Tapi tiba-tiba badan rio mematung, kaku, tak bisa di gerakkan sama sekali, tenggorokannya seperti di cekik, sakit, sangat sakit sekali, rio hanya bisa melihat dewo berbalik badan ke arahnya tersenyum menyeringai lalu memasuki rumah.
Rio segera berdoa membaca ayat kursi dan 3 surah qul (Al-ikhlas, Al-falaq,, dan An-naas) tak lama badan rio mulai bisa bergerak,

leher nya masih sangat sakit, ia segera masuk ke dalam rumah,

"astagfirullah, mas kenapa lehermu?" Tanya nadya.
"Kenapa nad?" Tanya rio penasaran,

"ngaca sana" pinta nadya,

rio segera menuju etalase kaca yg tak jauh dari tempatnya berdiri,

lehernya memerah membekas seperti cengekraman tangan, benar saja ia tadi merasa tercekik.
"Siapa mas yg udah nyekik?" Tanya nadya,

rio menggeleng "rumah ini udah ga aman nad" kata rio lirih,

nadya manggut setuju, "dewo mesti nggowo setan jahat melbu rene mas" (dewo pasti memasukkan setan jahat kerumah mas) kata nadya.
"Ga bisa di diemin nad, aku bakal minta tolong sama temen ku, kebetulan bapaknya itu seorang kyai" ucap rio,

"aku ikut mas, aku ga mau dirumah sendiri, takut sama Emma" kata nadya lirih,

"sopo?" (Siapa?) tanya rio.
"Sssttt nanti aja aku cerita, mending kita sekarang cepet-cepet pergi ke temen mas rio" ucap nadia setengah berbisik.

Mereka berdua pun segera menuju rumah yg rio maksud, jarak yg lumayan jauh, memakan waktu sekitar 4 jam menggunakan motor.
Mereka pun sampai, Rio memarkirkan motornya di depan rumah sederhana nan asri ini,

"mas omah e adem ayem" (mas rumahnya dingin tentram) puji nadya,

rio tak menghiraukan kata-kata adiknya itu, wajahnya sangat serius, ia ingin masalah ini segera selesai.
"Wadyah, ketekan dayoh gedhe iki" (waduh, kedatangan tamu besar nih) sapa Agung, teman rio,

"bisa aja kamu gung" jawab rio,

setelah mereka duduk dan agung kembali dengan membawa minuman dan kudapan "monggo" kata agung.
"Jangan repot-repot gung, soalnya aku datang kesini mau repotin kamu sama ayahmu soal hal lain" jelas rio,

"ada masalah apa bro? Cerita lah" kata agung, rio pun menceritakan semua kepada agung.
Agung manggut dan "ayah baru nanti malam balik bro, kamu dan adikmu istirahat dulu aja ya, aku ga tega kalo biarin kalian pulang dan balik lagi, jauh bro, apalagi kalo malem jalannya rawan" jelas agung memberi saran.
"Makasih banget ya gung, kamu udah mau bantu kami, dan maaf banget udah merepotkanmu" kata rio,

"santai bro, ayo aku anter ke kamar, kamu di kamarku aja, biar adikmu istirahat dikamar mbak" jawab agung,

"apa ga ngerepotin mbak nya nanti?" Tanya nadya,
"ora, mbak ku nang morotuo e kok"
(ngga bakal, soalnya mbak kerumah mertua nya) jawab agung.
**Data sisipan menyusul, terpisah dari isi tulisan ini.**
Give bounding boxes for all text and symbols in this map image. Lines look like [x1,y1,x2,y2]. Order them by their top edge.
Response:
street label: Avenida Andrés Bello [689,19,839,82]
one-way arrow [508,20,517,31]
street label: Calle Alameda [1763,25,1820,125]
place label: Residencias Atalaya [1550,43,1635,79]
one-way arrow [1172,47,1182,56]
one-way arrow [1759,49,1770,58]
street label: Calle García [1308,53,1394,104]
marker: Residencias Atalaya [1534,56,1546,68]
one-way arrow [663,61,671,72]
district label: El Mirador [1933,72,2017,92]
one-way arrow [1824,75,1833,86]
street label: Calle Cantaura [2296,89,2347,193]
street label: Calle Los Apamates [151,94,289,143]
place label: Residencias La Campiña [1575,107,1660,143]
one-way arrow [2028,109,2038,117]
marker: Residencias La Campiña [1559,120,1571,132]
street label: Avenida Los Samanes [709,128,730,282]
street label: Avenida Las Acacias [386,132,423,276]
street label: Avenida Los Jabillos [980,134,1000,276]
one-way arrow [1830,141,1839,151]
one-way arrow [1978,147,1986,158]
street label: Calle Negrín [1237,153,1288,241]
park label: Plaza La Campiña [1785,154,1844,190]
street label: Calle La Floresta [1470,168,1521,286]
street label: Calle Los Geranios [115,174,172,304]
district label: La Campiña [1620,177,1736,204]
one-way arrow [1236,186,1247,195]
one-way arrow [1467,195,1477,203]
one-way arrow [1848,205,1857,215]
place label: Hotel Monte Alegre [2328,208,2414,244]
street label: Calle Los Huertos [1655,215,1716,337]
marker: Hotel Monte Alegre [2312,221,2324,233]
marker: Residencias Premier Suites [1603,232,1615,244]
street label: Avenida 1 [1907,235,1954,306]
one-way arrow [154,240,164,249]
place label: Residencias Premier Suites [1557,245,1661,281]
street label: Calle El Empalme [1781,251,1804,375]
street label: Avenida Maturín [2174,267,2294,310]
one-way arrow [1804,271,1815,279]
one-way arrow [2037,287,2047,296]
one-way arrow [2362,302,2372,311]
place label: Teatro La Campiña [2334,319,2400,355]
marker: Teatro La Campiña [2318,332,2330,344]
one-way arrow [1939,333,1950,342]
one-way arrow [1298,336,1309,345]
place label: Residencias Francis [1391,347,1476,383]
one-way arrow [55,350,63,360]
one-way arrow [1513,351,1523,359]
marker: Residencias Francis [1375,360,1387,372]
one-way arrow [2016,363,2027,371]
Sekitar jam 1 dini hari, ayah agung datang, agung pun menceritakan semua kepada ayahnya,

"pun sakniki monggo shalat sareng, shalat tobat, shalat hajat,
supados gusti Allah nyukani pinunjuk",

(Mari sekarang kita shalat berjamaah, shalat taubat dan shalat hajat, agar Allah memberi kita pentujuk) ajak pak kyai kepada mereka bertiga (agung, rio dan nadya).
Seusai shalat dan dzikir mereka berbincang ringan, pak kyai belum membahas soal keluarga nadya.

"Nad leher ku puanas" bisik rio kepada nadya,

nadya segera melihat leher kakaknya itu, dan benar saja bekas itu terlihat menghitam, makin lebam.
"InshaAllah demit e mulai bereaksi" kata pak kyai,

"reaksi gimana pak? Minta tolong pakai bahasa indonesia aja ya pak, saya tidak terlalu paham bahasa jawa halus" kata rio sopan,

pak kyai tersenyum manggut.
"Ibumu ini di pelet, pelet nya pakai lintrik" kata pak kyai,

"lintrik?" Tanya nadya mengulang,

pak kyai manggut, "lintrik ini ilmu pengasihan, siapa saja yg di pelet dengan lintrik akan terbayang-bayang wajah orang tersebut, dan dibuat tergila-gila menyukai orang itu"
jelasnya.

"Jadi maksudnya, ibu di pelet dewo pak?" Tanya nadya,

"betul, dan dewo sendiri yg melalukannya, tidak hanya pelet lintrik, tapi ibu kalian dibuat bertekuk lutut menuruti semua perkataan si dewo ini dengan pelet lainnya, dewo ini bersekutu dengan banyak iblis,
saya hanya bisa bantu menahan lintriknya, tapi hasilnya kita serahkan saja kepada Allah" jelas pak kyai panjang lebar.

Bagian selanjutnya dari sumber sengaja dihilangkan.